Caveats aside, these visualizations reveal interesting aspects of how Soviet transport networks operated, the relationship of the provinces to the center and how technology and distance affected travel in the USSR. Putting together this visualization was made easier because the state-run Soviet civil air system was very centralized, unlike in the United States where there were many commercial airlines, private planes and so on.
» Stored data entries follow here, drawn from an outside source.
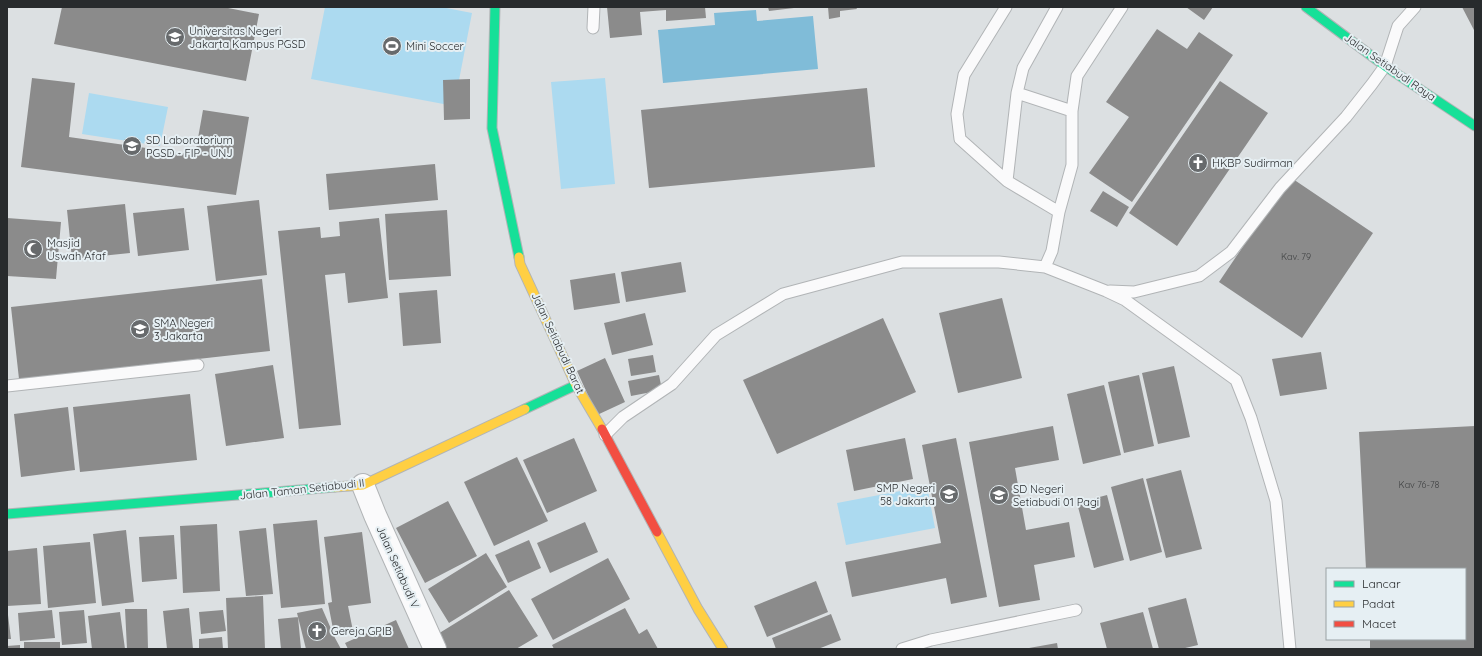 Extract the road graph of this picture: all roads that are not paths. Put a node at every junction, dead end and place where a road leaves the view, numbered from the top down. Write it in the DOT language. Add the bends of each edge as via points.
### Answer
graph roads {
  1 [pos="493,7"];
  2 [pos="594,7"];
  3 [pos="1006,7"];
  4 [pos="1057,7"];
  5 [pos="1122,7"];
  6 [pos="1306,7"];
  7 [pos="1416,7"];
  8 [pos="593,28"];
  9 [pos="1385,66"];
  10 [pos="1017,93"];
  11 [pos="1072,111"];
  12 [pos="1475,113"];
  13 [pos="1464,118"];
  14 [pos="1475,126"];
  15 [pos="1008,181"];
  16 [pos="1059,212"];
  17 [pos="1045,267"];
  18 [pos="1106,291"];
  19 [pos="198,365"];
  20 [pos="576,385"];
  21 [pos="7,386"];
  22 [pos="605,435"];
  23 [pos="364,485"];
  24 [pos="7,514"];
  25 [pos="1076,610"];
  26 [pos="426,646"];
  27 [pos="723,649"];
  28 [pos="902,649"];
  29 [pos="1290,649"];
  1 -- 20 [label="street, Jalan Setiabudi Barat" via="492,128 520,264"];
  2 -- 8 [label="lane"];
  3 -- 15 [label="lane" via="964,75 957,114 960,139"];
  4 -- 10 [label="lane" via="1023,68"];
  5 -- 11 [label="lane" via="1077,76"];
  6 -- 9 [label="street, Jalan Setiabudi Raya"];
  7 -- 9 [label="lane" via="1398,26"];
  9 -- 13 [label="street, Jalan Setiabudi Raya"];
  9 -- 18 [label="lane" via="1346,117 1280,188 1231,252 1199,276 1134,292"];
  10 -- 11 [label="lane"];
  10 -- 15 [label="lane"];
  11 -- 16 [label="lane" via="1072,165"];
  12 -- 13 [label="lane"];
  13 -- 14 [label="street, Jalan Setiabudi Raya"];
  15 -- 16 [label="lane"];
  16 -- 17 [label="lane" via="1052,251"];
  17 -- 18 [label="lane"];
  17 -- 22 [label="lane" via="999,262 902,262 783,294 716,335 672,384 623,417"];
  18 -- 29 [label="lane" via="1125,300 1236,380 1251,418 1276,501"];
  19 -- 21 [label="lane"];
  20 -- 22 [label="street, Jalan Setiabudi Barat"];
  20 -- 23 [label="street, Jalan Taman Setiabudi II"];
  22 -- 27 [label="street, Jalan Setiabudi Barat" via="698,609"];
  23 -- 24 [label="street, Jalan Taman Setiabudi II"];
  23 -- 26 [label="street, Jalan Setiabudi V"];
  25 -- 28 [label="lane" via="931,640"];
}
The big thing to note about air travel in this period was that its structure was more like long-haul train travel. Of just over a thousand different flights, 822 were part of a route with multiple stops. Of the 284 multiple-stop routes, 107 were two-hops like Moscow-Leningrad-Helsinki and another 72 were three-hops, like Moscow-Voronezh-Rostov-Krasnodar. There were 105 multi-stop routes that had four or more hops, including a route (and its reverse) with ten stops: Moscow-Kazan'-Sverdlovsk-Omsk-Novosibirsk-Krasnoiarsk-Irkutsk-Chita-Takhtamygda-Tygda-Khabarovsk. Many of them also combined passenger service with cargo and mail delivery. Here is a map of the flight network that illustrates this point about the multi-leggedness of Soviet air travel in 1948:

Looking at this map (where thicker lines reflect greater frequency of the route), it would be easy to confuse it with a rail map, except in the few cases where flights go over water. Part of this outcome depended on technological limitations. Among the three planes Aeroflot was using, the Lisunov Li-2 had the best maximum range at 2,500 kilometers. That will not go from Moscow to Vladivostok, but it will get pretty far. Here is a video showing the maximum range of the Li-2 (as well as the city names--a little busy for the visualization, but useful in this case) from Moscow:

The range is actually not so bad, even in a country the size of the USSR. It would have tested the limits of the technology at the time to run a Moscow-Omsk flight but it's likely that distance was only one factor. My guess is that the planes operated like trains from Moscow. Most passengers going to the end of the line probably came from the capital rather than from an intermediate stop. It seems plausible that limited numbers of planes and the lack of people/things to drop off in each regional city made it attractive to run a route from Moscow through many cities to save resources.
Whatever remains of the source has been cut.